EXERCISE PROMPT: Search the records for the word "Nino" and pick out every line that has it.

INFORMATION PROVIDED:
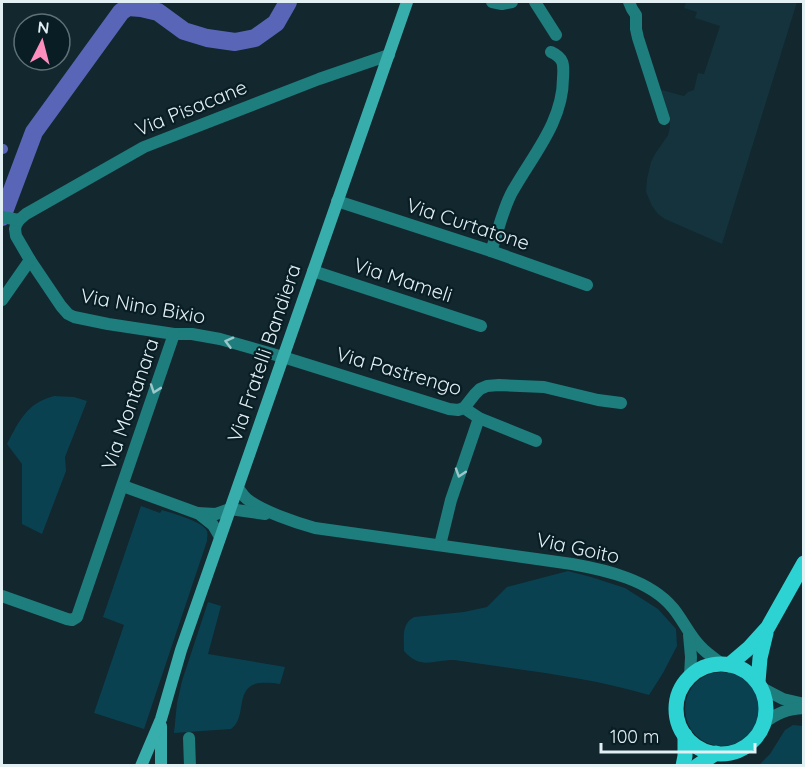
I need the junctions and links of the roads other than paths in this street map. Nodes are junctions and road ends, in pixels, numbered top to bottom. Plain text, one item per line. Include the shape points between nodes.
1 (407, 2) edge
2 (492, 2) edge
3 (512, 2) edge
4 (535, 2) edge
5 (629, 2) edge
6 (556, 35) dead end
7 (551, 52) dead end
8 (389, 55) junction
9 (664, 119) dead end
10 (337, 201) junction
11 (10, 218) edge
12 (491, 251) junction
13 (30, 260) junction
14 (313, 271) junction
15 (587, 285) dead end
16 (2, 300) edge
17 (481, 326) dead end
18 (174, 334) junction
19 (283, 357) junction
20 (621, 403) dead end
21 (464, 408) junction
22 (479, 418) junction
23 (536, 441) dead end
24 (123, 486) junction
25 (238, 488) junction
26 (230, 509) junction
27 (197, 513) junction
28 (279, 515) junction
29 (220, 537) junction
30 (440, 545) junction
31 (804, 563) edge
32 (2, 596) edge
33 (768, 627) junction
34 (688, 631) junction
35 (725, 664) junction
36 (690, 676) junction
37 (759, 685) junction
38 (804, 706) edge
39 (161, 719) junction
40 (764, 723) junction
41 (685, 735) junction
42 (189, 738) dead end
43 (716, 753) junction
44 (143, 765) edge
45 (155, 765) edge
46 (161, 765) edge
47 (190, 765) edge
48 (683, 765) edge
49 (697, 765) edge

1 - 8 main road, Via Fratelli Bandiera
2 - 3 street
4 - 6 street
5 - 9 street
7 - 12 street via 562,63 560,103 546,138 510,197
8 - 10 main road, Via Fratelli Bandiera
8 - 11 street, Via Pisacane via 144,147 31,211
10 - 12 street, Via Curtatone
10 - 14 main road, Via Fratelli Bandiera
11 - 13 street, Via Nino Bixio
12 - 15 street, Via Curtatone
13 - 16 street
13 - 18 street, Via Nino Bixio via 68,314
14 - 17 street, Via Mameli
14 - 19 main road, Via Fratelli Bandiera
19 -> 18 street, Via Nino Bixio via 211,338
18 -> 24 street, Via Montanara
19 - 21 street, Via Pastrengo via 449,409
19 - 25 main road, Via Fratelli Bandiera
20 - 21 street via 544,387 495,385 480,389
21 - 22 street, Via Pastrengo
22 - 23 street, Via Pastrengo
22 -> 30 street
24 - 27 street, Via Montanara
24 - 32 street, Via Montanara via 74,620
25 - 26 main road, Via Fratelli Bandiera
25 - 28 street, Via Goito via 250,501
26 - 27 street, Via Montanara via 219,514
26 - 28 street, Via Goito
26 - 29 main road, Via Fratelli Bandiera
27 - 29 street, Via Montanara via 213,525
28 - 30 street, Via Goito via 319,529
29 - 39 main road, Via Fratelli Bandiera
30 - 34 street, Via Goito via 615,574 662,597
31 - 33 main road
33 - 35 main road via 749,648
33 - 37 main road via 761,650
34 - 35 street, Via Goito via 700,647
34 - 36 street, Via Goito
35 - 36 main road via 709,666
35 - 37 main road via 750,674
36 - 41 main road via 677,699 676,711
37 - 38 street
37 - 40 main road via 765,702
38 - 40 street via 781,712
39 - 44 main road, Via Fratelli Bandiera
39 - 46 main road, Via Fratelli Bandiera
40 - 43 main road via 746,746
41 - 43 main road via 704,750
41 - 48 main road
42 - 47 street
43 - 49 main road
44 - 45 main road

OUTPUT:
11 - 13 street, Via Nino Bixio
13 - 18 street, Via Nino Bixio via 68,314
19 -> 18 street, Via Nino Bixio via 211,338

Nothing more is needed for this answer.